Scan the entries below for the word "roads". Copy each line that has it.

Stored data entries
------------------------------------------------------------------------

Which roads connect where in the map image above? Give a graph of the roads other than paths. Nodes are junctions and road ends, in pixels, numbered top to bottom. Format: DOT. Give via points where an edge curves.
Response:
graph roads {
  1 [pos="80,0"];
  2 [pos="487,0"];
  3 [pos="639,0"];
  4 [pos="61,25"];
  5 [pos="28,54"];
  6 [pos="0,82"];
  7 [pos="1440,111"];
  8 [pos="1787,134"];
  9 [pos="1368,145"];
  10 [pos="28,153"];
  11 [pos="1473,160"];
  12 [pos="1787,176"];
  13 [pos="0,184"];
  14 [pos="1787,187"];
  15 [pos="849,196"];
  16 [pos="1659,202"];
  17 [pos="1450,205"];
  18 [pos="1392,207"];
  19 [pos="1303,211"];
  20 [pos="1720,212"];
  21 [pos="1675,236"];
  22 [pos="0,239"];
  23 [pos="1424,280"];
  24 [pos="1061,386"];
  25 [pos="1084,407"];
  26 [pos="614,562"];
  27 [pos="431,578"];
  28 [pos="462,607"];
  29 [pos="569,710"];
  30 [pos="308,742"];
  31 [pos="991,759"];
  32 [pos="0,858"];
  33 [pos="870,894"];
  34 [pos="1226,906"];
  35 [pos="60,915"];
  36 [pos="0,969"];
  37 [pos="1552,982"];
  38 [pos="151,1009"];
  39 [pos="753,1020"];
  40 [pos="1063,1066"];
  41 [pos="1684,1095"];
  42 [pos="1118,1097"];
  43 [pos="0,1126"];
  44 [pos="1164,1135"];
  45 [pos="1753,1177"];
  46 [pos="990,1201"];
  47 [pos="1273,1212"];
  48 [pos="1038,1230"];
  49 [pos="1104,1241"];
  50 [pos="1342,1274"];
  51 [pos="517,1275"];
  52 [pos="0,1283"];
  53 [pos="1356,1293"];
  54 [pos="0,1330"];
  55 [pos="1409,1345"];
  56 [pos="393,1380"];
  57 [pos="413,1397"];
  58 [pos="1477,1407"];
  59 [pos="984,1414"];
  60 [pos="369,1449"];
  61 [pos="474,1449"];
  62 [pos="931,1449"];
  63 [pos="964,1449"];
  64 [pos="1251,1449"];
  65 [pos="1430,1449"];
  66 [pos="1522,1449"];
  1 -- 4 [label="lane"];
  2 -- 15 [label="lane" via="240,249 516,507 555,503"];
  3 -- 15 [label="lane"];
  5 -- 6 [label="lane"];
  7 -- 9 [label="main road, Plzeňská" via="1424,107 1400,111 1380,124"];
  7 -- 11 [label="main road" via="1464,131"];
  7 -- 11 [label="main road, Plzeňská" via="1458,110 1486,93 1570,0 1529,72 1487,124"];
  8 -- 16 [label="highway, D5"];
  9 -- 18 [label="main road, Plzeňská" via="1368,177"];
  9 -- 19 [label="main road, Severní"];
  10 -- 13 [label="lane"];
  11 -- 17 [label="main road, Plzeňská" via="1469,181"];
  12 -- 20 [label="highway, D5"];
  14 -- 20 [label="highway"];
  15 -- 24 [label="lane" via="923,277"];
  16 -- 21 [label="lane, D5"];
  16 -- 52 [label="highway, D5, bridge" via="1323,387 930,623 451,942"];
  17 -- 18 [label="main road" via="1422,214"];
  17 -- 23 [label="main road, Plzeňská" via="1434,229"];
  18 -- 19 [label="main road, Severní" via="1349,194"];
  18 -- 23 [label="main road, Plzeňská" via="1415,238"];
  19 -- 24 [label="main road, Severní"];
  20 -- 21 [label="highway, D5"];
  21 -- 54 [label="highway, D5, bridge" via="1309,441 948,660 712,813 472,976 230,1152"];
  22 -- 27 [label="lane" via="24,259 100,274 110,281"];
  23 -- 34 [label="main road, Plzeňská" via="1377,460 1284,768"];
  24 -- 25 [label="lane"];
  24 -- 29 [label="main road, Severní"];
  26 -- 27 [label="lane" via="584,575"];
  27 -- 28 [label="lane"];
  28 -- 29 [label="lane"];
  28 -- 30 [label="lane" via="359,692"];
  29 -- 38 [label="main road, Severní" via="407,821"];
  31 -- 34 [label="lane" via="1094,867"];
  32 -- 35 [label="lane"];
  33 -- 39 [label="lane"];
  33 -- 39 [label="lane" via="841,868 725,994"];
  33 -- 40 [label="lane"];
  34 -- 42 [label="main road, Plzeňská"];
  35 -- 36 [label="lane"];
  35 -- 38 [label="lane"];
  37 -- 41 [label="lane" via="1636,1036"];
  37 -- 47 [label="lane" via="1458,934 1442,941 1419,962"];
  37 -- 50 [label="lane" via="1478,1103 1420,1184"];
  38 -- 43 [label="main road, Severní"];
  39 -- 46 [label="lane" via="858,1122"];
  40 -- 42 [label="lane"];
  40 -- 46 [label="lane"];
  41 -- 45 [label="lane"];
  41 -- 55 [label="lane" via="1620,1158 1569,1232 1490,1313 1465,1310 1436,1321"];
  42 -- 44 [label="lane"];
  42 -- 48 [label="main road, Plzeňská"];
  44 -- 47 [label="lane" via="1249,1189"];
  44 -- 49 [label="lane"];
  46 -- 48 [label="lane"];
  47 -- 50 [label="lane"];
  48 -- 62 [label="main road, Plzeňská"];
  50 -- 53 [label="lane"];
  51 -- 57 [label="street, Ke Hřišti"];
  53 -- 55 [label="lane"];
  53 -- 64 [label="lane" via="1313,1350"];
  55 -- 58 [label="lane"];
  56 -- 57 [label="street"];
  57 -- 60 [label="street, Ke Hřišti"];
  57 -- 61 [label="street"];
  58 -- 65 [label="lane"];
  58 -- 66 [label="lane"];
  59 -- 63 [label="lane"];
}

------------------------------------------------------------------------

- **Exercise output**
Which roads connect where in the map image above? Give a graph of the roads other than paths. Nodes are junctions and road ends, in pixels, numbered top to bottom. Format: DOT. Give via points where an edge curves.
graph roads {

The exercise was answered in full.